RUSPER MODEL RAILWAY CLUB
A View from Shed 2 Editor Tim’s introduction: The meeting on Sunday 8th April was rather damp and chilly, however it was notable for having a large turnout of operators. It was a shame we had a number of clock stops during the day!
Next Meeting: Sunday 29th April 2018 including AGM – please attend if you can!
Two points to note at the AGM:
1. Please ensure that before nominating someone for a position, you have asked them if they are happy to stand
2. Several members have said they have items for Any Other Business at the end of the AGM. This is an opportunity for all members to have a say, however please keep AOB items short and to the point, as we are in the middle of an operating session and at the very least we need time to pack up before it gets dark!
Superintendent of the Line Roger’s comments on the last session: Not a bad session today albeit a bit frustrating at times. It was good to have enough operators for all six sheds and despite Ian never having operated at Russ Hill, Jeff being a bit rusty at Orltons and Peter having his first crack at Bell codes and signal lamps at Newdigate we did pretty well. I was pleased to accept two donations from Peter and Brian which boosted our passenger rolling stock by ten vehicles. We will replace the Bullied stock on CM2 with Mk1 Southern stock and we now have an LMS 12 wheel dining car, 2 Collett coaches and another Mk1 suburban brake.
Overall, despite several clock stops and miserable weather I hope you all enjoyed the day.
Meeting Report from (stand-in) Tim: I’ve got into the habit of checking the weather forecast from the BBC weather app on an almost daily basis during the week leading to a Rusper meeting. One thing I’ve learnt is that not only the British weather changes day to day but the forecast changes just as frequently. On Monday I was confident of 18c and wearing shorts there – by Thursday this had changed to taking shorts with me and on the day I didn’t bother taking them out of my bag .. in fact the fires were lit at both Smallfield and Charlwood booking offices!

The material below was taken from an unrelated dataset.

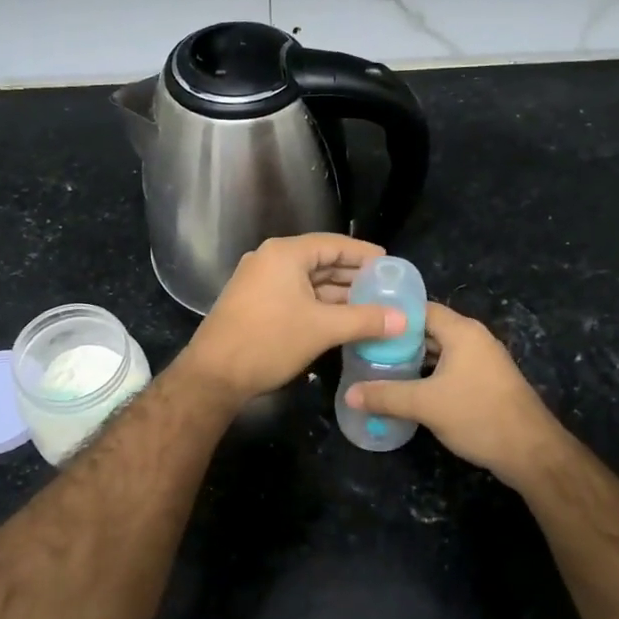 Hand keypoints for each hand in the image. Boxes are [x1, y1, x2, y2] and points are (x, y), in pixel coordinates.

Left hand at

The covers were required for pretty much all of the day with steady drizzle. Unfortunately track cleaning rubbers tend to smear dirt over wet rails, and that’s not good for electrical contact with the loco wheels. I suspect there will be a lot of wheel cleaning before the next session.
Perhaps the weather added to the electrical and operator problems that resulted in several clock stops during the day. It did seem that red lights were up for ‘line blocked’ rather more than they could be. Clearing back and turning off the red light should be a habit with us all, just as returning points to normal (and we all know what happens if we don’t do that!).
Passengers await their train at Rusper – looks like rain judging by the grey sky!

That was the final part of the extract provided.